= ASSIGNMENT =
Report all lines of the data below that hold the word "Suparbonvarn".

[Opening DATA FOR REVIEW section]

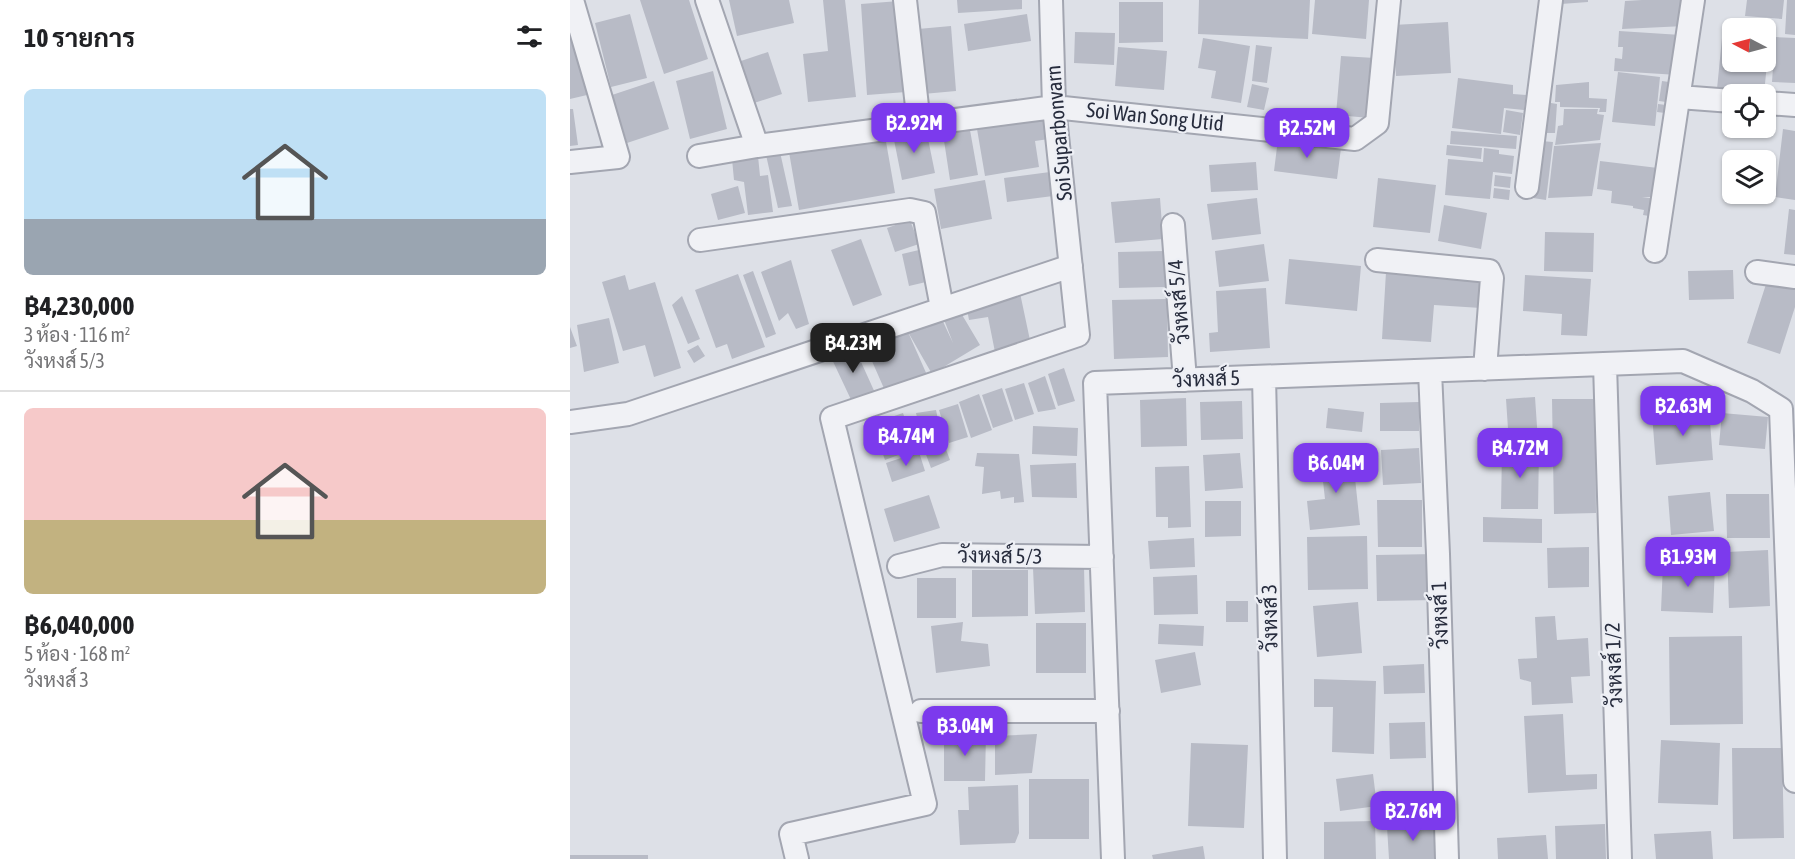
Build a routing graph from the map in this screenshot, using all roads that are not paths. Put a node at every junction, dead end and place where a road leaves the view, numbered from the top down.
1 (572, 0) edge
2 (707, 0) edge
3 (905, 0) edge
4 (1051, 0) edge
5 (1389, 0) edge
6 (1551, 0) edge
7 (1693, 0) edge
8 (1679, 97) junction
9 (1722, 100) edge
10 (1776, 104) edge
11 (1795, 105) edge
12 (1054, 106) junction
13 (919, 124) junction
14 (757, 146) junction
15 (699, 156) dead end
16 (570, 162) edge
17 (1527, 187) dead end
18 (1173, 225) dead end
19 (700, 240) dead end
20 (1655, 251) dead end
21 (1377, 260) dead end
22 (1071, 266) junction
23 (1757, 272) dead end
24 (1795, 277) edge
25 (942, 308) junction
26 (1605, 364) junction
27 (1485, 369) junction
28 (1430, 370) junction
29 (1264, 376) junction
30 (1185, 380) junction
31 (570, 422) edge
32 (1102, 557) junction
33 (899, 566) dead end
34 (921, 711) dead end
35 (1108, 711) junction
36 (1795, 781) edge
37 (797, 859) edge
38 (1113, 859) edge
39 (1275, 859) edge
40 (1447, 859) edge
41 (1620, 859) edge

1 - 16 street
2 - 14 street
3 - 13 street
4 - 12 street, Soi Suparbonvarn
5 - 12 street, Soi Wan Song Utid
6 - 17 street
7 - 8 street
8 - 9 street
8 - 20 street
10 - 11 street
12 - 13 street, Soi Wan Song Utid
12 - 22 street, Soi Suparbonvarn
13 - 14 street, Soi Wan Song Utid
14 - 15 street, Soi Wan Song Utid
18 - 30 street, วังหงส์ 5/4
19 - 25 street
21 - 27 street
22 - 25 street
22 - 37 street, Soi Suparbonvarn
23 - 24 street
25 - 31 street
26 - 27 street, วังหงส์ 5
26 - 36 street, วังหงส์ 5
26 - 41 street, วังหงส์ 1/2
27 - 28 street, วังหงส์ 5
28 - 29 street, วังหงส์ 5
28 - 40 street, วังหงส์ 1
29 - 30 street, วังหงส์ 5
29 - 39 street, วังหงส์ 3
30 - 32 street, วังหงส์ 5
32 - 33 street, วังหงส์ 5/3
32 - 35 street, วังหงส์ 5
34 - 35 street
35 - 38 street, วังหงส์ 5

[Closing DATA FOR REVIEW section]

= YOUR SOLUTION =
4 - 12 street, Soi Suparbonvarn
12 - 22 street, Soi Suparbonvarn
22 - 37 street, Soi Suparbonvarn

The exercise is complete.